The Company is exposed to credit-related losses in the event of non-performance by counterparties to these financial instruments. The counterparties to all derivative transactions are major financial institutions with investment grade credit ratings, and although no assurances can be given, the Company does not expect any of the counterparties to fail to meet its obligations. The credit exposure related to these financial instruments is represented by the fair value of contracts with a positive fair value at the reporting date. Therefore, the Company had no exposure to its counterparties as of December 31, 2011.

 

F-16


CYBEX INTERNATIONAL, INC. AND SUBSIDIARIES

NOTES TO CONSOLIDATED FINANCIAL STATEMENTS—(Continued)

NOTE 8—DERIVATIVE INSTRUMENTS AND HEDGING ACTIVITIES (continued)

 

For the cash flow hedges referred to above, the amounts in accumulated other comprehensive loss are reclassified into earnings as the underlying hedged item affects earnings. The amount expected to be reclassified into pre-tax earnings in the next 12 months is $281,000. The timing of actual amounts reclassified into earnings is dependent on future movement in interest rates.
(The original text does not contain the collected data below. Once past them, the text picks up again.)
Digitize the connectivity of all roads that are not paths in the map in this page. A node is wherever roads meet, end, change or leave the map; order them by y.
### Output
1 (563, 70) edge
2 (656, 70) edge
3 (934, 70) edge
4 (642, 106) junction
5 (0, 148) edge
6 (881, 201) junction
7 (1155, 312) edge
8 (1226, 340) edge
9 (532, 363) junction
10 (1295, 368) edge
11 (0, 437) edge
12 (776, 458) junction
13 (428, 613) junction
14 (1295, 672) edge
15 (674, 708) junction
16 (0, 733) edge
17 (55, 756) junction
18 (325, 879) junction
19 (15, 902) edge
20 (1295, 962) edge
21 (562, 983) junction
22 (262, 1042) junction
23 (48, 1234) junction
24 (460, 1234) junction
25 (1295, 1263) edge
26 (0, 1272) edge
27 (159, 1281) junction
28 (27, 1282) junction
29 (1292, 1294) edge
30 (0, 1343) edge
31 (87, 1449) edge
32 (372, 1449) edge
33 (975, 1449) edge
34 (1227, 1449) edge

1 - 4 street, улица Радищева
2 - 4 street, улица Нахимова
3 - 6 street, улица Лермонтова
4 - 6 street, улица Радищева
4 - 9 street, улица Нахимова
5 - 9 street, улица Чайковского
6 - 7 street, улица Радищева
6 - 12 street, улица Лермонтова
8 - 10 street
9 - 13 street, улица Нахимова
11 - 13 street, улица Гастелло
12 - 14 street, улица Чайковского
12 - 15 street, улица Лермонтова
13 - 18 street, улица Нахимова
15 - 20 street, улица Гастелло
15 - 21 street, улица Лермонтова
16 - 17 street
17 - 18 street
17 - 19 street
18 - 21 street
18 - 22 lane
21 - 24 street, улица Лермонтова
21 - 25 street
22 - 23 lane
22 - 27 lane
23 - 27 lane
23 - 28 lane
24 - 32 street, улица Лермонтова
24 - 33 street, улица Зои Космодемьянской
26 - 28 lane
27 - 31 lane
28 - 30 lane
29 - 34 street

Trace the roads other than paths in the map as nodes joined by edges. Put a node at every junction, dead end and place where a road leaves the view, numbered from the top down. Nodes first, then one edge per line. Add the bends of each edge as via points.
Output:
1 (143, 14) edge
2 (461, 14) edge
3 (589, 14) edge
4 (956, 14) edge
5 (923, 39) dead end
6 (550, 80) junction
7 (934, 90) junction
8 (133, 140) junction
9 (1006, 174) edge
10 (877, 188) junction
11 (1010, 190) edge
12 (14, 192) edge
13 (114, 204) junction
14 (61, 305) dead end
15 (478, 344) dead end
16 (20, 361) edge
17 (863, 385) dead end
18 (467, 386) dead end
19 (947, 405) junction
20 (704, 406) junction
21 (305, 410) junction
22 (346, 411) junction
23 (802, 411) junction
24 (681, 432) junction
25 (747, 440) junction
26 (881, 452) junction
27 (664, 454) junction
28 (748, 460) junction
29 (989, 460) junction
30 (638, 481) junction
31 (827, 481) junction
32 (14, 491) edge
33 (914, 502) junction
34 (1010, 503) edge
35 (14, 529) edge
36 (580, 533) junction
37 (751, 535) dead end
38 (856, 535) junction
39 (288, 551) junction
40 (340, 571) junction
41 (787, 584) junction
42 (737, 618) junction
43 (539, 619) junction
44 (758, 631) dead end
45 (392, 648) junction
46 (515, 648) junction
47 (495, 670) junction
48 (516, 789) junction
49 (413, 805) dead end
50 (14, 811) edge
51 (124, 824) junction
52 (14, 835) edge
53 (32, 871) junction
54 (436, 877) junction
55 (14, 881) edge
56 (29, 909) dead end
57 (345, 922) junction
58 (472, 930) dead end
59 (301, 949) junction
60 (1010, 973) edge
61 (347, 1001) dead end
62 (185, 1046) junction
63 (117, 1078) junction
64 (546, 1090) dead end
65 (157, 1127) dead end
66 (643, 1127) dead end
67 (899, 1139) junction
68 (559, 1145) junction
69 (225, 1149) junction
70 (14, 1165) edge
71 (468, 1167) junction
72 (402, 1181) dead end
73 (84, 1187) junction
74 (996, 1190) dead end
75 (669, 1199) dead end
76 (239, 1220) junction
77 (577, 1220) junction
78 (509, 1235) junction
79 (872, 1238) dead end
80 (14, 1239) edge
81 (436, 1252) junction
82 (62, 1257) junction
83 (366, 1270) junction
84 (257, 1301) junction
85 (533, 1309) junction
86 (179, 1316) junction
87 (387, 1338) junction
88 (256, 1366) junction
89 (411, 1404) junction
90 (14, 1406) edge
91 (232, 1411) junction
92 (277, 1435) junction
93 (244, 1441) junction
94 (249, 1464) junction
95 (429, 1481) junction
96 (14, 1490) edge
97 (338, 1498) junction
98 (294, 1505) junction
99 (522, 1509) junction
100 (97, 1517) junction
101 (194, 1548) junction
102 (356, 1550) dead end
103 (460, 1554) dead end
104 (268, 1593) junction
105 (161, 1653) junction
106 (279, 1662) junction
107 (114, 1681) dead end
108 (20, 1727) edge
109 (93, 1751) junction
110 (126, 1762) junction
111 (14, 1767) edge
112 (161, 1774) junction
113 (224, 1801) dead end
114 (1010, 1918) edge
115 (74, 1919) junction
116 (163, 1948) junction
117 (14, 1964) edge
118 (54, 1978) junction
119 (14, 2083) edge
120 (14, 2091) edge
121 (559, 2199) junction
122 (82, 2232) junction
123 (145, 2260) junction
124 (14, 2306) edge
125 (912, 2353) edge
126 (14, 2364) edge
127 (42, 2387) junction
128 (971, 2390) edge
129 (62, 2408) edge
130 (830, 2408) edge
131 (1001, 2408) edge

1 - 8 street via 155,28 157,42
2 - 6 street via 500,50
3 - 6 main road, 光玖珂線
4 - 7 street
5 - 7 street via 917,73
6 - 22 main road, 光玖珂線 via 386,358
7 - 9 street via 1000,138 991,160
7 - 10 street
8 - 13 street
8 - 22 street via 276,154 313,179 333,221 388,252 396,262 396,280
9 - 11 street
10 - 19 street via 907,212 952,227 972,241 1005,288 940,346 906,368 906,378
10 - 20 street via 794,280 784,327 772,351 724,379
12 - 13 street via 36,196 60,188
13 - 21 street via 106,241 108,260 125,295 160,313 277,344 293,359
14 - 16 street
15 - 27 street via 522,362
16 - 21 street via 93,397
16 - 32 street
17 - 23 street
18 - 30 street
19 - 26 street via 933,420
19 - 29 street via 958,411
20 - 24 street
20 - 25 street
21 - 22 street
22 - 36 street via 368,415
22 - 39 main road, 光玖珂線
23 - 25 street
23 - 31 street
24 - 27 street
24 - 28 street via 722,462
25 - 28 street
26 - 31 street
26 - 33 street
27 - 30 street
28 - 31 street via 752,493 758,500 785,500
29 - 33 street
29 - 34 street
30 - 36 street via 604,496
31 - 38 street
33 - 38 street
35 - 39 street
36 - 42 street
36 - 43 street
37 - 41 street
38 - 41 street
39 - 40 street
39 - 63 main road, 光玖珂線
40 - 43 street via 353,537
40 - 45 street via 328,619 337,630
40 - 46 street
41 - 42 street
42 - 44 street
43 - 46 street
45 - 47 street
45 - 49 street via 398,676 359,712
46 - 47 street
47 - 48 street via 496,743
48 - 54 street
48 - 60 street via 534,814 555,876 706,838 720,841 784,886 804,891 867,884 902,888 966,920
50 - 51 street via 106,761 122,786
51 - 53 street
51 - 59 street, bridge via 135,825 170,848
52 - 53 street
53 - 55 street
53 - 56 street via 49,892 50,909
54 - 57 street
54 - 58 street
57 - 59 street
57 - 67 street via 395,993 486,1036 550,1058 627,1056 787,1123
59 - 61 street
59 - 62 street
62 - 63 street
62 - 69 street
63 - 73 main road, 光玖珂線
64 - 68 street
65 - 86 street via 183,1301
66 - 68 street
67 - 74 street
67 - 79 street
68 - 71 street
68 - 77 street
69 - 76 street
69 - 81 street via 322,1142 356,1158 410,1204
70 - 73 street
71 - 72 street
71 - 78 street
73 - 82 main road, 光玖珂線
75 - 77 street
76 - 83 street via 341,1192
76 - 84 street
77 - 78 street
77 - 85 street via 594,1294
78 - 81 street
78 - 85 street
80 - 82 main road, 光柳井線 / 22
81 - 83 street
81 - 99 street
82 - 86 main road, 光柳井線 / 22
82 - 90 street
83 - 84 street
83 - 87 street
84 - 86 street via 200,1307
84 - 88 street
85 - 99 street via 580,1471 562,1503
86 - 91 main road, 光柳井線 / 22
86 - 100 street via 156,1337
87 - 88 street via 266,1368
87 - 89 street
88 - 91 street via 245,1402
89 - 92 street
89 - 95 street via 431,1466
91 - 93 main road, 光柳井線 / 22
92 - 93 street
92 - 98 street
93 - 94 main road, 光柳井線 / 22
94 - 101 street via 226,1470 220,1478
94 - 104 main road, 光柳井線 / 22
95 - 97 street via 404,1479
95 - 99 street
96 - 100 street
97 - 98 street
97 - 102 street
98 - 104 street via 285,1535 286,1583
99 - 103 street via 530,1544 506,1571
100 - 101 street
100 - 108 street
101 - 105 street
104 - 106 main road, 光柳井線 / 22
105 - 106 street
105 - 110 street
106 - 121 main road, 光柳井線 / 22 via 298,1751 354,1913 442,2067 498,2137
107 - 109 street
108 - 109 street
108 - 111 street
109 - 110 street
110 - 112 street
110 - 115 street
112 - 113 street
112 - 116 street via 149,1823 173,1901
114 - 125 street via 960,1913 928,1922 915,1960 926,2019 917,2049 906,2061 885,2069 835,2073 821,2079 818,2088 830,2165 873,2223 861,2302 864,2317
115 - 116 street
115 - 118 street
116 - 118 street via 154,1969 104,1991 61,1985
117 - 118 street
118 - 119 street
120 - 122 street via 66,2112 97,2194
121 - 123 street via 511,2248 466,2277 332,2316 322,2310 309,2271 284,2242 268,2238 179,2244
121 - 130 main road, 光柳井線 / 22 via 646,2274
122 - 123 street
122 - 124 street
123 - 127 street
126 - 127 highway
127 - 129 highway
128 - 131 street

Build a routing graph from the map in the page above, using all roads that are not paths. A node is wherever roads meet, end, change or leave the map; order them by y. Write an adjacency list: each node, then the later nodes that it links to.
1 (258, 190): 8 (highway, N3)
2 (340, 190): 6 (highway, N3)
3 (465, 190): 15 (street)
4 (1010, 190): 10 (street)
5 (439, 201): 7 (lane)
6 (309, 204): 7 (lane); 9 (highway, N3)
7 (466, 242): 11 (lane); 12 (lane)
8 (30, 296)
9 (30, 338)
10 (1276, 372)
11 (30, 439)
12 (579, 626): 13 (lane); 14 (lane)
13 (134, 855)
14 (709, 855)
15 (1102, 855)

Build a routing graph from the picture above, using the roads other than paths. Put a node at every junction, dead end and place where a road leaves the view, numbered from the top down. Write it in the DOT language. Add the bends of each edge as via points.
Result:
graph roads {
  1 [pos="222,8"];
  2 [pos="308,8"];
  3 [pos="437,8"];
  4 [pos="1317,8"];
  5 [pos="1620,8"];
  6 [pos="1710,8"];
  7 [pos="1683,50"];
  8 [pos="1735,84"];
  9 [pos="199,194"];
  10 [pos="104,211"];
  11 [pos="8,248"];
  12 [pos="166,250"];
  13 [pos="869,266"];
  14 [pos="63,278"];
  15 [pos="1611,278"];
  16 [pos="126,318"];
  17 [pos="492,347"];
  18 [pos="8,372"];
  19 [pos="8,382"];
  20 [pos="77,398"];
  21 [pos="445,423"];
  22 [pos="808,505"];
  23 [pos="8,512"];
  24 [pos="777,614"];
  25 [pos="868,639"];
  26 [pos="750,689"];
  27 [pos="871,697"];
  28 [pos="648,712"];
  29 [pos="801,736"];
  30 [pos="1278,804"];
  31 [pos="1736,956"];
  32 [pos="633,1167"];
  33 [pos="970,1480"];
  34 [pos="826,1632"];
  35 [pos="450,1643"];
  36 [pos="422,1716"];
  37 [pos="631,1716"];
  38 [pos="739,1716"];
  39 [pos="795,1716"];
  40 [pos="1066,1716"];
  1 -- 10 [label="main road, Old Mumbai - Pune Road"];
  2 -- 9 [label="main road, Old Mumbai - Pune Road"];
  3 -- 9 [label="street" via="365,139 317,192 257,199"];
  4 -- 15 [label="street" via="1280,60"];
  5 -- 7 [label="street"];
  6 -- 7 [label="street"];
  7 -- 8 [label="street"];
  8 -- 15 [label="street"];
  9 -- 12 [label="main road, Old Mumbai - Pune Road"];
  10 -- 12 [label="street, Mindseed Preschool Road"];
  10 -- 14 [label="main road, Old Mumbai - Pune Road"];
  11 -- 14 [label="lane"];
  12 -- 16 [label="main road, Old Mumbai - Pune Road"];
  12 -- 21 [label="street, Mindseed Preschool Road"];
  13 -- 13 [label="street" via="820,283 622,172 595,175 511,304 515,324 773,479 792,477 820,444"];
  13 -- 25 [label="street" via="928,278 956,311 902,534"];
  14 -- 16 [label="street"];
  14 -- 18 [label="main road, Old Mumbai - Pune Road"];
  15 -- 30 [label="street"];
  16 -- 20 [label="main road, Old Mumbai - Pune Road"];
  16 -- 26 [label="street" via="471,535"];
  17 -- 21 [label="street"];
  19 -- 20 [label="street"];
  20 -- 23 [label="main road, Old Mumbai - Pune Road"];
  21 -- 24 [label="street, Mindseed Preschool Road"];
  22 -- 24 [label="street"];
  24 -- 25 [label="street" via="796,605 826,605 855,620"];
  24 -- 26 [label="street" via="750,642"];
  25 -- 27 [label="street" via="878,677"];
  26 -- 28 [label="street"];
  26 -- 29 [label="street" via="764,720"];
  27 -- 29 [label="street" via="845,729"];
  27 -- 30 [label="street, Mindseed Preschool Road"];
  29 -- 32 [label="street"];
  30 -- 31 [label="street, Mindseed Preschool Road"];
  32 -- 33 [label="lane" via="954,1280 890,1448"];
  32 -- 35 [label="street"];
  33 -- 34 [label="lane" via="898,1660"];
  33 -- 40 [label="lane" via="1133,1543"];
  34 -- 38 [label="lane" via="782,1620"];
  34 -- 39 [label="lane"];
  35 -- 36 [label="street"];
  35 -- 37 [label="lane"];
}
NOTE 9—FAIR VALUE OF FINANCIAL INSTRUMENTS

The Company’s financial instruments consist primarily of cash and cash equivalents, accounts receivable, accounts payable, long-term debt and derivative instruments. The carrying values of cash and cash equivalents, accounts receivable and accounts payable are considered to be representative of their respective fair values because of the short maturity of these instruments. Based on the terms of the Company’s debt instruments that are outstanding as of December 31, 2011 and December 31, 2010, respectively, the carrying values are considered to approximate their respective fair values. See Note 7 for the terms and carrying values of the Company’s various debt instruments.

The following table presents the Company’s financial assets and liabilities that are measured at fair value on a recurring basis as of December 31, 2011 and 2010, and are categorized using the fair value hierarchy. The fair value hierarchy has three levels based on the reliability of the inputs used to determine fair value and is described below:

 

  Level 1 inputs are quoted prices (unadjusted) in active markets for identical assets or liabilities that the Company has the ability to access at the measurement date.

 

  Level 2 inputs are inputs other than quoted prices included within Level 1 that are observable for the asset or liability, either directly or indirectly.

 

  Level 3 inputs are unobservable inputs for the asset or liability.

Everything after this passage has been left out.